- _Task requirements_: Each line of the data below that holds the word "پامچال" is to be reported in full.

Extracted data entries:
- Opening Delimiter -
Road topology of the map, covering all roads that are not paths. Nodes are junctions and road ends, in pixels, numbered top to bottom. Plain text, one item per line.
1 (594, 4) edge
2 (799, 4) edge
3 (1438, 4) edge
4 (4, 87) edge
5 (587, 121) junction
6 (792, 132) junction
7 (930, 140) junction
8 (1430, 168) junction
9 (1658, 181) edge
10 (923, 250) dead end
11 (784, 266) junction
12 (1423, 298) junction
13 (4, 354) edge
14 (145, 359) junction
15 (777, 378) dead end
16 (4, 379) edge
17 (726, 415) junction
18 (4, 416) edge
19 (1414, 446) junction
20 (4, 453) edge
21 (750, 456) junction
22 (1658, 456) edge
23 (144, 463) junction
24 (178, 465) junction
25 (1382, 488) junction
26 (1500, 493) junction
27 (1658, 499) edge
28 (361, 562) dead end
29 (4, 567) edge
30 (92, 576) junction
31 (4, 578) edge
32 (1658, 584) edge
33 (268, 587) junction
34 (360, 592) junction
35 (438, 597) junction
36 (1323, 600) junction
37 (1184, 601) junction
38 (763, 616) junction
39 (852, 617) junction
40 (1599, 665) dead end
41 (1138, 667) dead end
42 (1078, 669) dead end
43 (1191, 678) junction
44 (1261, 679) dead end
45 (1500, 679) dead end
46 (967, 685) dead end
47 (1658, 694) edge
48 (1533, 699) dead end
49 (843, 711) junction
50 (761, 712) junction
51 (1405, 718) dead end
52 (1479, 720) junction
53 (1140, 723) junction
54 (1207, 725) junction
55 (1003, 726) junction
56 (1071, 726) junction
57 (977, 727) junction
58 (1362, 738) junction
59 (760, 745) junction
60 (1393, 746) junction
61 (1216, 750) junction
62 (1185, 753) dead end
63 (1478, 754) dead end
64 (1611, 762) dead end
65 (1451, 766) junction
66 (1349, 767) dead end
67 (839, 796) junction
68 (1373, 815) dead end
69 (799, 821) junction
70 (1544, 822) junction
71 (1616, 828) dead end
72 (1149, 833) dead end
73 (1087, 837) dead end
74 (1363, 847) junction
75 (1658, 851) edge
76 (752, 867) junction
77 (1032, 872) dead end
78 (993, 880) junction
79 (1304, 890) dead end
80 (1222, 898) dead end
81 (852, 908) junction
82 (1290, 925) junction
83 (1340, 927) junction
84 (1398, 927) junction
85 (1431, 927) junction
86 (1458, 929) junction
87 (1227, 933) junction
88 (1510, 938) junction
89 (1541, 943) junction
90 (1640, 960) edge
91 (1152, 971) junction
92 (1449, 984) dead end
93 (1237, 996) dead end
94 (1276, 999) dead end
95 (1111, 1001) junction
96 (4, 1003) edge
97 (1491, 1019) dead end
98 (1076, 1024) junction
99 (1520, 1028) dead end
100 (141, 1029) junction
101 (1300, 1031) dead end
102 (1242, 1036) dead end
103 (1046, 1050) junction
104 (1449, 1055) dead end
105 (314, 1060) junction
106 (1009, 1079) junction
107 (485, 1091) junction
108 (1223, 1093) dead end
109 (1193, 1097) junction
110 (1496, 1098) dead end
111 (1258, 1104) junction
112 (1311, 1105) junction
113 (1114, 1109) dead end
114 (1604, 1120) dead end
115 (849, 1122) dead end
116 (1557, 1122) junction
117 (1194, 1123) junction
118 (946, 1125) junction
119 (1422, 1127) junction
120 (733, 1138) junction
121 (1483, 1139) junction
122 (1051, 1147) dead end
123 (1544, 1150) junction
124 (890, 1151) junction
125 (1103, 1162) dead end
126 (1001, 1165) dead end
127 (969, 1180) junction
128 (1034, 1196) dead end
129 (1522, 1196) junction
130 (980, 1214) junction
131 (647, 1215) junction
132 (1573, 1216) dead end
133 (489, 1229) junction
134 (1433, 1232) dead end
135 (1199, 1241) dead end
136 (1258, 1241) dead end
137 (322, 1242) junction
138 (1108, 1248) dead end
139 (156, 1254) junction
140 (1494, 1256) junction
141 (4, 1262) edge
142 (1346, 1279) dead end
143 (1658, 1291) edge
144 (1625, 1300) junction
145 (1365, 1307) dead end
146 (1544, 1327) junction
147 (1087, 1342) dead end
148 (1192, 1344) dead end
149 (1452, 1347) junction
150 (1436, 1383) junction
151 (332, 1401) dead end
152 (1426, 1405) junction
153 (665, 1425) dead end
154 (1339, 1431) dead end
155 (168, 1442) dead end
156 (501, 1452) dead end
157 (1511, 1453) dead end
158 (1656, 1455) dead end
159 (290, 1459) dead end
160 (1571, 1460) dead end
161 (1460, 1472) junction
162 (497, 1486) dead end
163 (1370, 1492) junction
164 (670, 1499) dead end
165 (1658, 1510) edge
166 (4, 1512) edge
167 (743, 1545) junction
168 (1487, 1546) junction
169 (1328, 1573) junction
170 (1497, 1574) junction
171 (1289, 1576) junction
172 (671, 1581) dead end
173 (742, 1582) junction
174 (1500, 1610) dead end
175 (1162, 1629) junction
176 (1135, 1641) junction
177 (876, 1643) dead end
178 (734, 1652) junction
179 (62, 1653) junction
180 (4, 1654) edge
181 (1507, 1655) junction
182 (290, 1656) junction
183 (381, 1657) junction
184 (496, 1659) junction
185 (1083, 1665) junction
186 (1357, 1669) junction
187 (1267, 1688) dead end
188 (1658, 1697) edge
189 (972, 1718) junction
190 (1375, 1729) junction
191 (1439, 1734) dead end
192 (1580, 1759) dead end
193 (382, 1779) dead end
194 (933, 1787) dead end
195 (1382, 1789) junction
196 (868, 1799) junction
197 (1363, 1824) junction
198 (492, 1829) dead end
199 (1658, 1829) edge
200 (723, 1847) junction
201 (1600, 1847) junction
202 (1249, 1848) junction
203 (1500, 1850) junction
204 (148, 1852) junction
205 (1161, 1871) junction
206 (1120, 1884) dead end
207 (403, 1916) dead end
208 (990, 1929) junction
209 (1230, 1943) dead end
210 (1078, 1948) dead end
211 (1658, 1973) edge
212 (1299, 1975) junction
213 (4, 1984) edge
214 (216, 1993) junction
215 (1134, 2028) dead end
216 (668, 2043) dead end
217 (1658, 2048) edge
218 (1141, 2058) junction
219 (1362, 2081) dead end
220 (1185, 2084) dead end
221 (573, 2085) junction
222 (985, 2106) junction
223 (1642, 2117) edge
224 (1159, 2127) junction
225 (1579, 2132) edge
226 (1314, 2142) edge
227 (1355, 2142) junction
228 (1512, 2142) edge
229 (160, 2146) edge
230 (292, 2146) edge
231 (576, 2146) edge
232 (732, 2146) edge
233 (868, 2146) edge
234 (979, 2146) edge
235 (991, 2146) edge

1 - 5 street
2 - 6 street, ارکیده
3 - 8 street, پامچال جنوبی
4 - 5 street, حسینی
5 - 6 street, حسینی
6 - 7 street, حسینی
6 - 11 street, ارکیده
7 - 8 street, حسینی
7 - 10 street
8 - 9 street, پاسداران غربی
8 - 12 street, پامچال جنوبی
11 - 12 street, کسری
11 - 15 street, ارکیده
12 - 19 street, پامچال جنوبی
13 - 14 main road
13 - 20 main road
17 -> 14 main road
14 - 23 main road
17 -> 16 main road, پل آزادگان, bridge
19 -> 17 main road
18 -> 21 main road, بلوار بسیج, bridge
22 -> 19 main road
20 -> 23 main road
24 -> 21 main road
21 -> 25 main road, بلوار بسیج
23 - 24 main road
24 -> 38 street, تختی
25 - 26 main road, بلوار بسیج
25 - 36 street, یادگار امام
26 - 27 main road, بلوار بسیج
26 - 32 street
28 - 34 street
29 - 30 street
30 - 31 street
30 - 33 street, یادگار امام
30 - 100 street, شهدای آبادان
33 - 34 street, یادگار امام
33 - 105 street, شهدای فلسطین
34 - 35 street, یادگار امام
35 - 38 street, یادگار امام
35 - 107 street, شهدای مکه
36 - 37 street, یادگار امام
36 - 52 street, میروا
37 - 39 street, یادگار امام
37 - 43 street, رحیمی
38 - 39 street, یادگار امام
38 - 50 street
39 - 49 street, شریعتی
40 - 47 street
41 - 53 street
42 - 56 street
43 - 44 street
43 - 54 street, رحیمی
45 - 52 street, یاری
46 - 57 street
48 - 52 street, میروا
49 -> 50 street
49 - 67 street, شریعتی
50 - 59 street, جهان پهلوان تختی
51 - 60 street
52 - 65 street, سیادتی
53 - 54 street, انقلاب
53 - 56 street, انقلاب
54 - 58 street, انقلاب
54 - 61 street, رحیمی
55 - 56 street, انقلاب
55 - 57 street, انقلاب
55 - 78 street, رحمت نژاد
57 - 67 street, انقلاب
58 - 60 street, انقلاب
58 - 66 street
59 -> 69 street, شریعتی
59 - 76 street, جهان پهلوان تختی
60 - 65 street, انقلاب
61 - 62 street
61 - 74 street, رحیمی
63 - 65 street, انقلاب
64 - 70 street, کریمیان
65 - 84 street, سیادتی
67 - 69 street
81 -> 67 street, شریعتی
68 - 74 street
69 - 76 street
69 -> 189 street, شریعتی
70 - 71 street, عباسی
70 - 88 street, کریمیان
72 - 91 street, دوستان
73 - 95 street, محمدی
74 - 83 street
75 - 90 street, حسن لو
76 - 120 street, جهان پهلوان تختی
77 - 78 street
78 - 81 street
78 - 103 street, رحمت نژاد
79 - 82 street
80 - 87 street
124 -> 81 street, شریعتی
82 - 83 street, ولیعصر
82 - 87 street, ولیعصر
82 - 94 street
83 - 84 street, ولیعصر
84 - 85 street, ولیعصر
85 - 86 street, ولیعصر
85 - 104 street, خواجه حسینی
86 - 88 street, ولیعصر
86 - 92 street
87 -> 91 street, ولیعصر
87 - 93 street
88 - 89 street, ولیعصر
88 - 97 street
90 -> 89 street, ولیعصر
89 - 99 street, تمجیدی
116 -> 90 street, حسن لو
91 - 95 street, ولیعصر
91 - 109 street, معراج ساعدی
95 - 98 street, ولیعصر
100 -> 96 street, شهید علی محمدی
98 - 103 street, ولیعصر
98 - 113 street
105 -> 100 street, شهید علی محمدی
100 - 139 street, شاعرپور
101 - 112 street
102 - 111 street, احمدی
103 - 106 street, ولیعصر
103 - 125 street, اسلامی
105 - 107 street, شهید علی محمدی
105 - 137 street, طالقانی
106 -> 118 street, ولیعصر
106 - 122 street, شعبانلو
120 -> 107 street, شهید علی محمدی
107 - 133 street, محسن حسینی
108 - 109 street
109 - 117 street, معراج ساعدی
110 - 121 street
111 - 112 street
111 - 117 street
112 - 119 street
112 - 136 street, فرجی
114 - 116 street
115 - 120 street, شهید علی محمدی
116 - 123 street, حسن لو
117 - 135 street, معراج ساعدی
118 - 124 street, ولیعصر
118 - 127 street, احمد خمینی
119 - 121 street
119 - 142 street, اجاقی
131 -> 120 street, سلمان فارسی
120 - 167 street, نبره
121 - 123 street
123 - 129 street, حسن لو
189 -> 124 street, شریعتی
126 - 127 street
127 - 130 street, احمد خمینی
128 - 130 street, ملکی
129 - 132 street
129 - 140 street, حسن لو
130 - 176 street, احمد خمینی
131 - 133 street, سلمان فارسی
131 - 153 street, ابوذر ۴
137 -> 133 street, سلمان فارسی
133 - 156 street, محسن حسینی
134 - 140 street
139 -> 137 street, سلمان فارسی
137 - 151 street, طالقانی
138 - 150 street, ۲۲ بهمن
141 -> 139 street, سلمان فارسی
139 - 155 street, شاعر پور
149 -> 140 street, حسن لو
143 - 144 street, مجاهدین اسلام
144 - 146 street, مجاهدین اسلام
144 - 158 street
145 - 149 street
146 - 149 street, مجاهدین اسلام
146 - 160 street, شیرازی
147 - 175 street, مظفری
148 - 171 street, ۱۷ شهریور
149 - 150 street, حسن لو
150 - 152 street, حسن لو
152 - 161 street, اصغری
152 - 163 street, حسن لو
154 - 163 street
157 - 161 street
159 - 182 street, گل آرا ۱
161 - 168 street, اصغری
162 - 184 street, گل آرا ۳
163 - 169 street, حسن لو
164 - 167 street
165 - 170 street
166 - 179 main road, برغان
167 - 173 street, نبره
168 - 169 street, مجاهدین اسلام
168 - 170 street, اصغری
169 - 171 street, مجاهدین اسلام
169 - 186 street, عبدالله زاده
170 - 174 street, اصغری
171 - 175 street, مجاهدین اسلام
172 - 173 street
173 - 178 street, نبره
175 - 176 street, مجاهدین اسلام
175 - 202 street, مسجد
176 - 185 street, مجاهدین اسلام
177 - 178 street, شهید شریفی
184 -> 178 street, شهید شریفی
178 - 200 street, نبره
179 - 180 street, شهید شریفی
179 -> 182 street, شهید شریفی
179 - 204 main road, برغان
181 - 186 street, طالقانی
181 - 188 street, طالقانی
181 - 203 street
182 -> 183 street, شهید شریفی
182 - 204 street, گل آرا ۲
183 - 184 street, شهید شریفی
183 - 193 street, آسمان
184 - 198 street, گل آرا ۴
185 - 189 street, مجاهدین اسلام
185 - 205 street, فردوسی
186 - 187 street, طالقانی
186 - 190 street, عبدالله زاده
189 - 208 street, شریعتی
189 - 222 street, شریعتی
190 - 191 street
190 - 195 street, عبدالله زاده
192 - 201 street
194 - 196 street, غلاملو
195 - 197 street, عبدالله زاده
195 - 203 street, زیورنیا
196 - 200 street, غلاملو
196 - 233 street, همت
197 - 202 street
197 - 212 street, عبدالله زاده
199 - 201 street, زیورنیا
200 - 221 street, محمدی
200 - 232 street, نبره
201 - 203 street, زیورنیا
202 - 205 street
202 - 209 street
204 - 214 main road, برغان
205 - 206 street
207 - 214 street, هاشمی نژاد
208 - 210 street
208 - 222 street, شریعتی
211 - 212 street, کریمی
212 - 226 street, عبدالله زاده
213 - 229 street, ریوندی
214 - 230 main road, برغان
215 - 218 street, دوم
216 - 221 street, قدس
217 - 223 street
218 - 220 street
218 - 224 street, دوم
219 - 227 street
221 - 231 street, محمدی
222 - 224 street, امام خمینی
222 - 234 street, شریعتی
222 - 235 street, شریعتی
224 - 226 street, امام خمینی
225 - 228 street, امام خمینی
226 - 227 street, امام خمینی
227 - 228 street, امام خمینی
- Closing Delimiter -
- _Problem solution_:
3 - 8 street, پامچال جنوبی
8 - 12 street, پامچال جنوبی
12 - 19 street, پامچال جنوبی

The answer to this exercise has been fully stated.